Bidirectional Contrastive Split Learning for Visual Question Answering
Yuwei Sun, Hideya Ochiai

TL;DR
This paper introduces BiCSL, a privacy-preserving split learning framework for visual question answering that enhances robustness against adversarial attacks in decentralized multi-modal data settings.
Contribution
The paper proposes Bidirectional Contrastive Split Learning (BiCSL), a novel decentralized multi-modal learning method that improves privacy and robustness for VQA tasks.
Findings
BiCSL outperforms centralized methods in robustness against backdoor attacks.
Effective self-supervised learning achieved through contrastive loss.
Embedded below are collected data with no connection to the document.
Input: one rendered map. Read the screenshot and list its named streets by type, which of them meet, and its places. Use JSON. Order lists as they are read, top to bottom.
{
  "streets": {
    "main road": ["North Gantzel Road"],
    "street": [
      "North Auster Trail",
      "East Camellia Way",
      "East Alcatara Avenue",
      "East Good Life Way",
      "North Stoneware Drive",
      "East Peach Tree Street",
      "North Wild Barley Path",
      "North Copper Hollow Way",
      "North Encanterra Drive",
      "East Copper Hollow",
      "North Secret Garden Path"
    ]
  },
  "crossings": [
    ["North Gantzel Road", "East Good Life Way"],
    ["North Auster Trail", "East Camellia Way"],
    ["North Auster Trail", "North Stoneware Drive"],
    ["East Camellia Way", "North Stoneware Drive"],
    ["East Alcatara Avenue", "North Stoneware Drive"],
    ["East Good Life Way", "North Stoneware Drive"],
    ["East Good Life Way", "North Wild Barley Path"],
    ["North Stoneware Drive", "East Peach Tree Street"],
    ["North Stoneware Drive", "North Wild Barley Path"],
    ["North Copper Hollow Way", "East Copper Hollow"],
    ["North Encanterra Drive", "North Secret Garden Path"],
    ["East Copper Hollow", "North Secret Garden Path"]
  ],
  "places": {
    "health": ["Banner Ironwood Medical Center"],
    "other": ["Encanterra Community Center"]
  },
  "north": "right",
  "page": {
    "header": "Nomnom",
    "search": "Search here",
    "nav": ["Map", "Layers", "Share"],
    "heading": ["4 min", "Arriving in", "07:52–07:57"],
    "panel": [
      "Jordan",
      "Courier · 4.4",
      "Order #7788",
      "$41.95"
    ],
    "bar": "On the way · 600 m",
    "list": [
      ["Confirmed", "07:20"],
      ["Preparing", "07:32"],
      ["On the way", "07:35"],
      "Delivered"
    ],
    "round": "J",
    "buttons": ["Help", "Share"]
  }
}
Demonstrated on five state-of-the-art VQA models with VQA-v2 dataset.
Abstract
Visual Question Answering (VQA) based on multi-modal data facilitates real-life applications such as home robots and medical diagnoses. One significant challenge is to devise a robust decentralized learning framework for various client models where centralized data collection is refrained due to confidentiality concerns. This work aims to tackle privacy-preserving VQA by decoupling a multi-modal model into representation modules and a contrastive module and leveraging inter-module gradients sharing and inter-client weight sharing. To this end, we propose Bidirectional Contrastive Split Learning (BiCSL) to train a global multi-modal model on the entire data distribution of decentralized clients. We employ the contrastive loss that enables a more efficient self-supervised learning of decentralized modules. Comprehensive experiments are conducted on the VQA-v2 dataset based on five SOTA…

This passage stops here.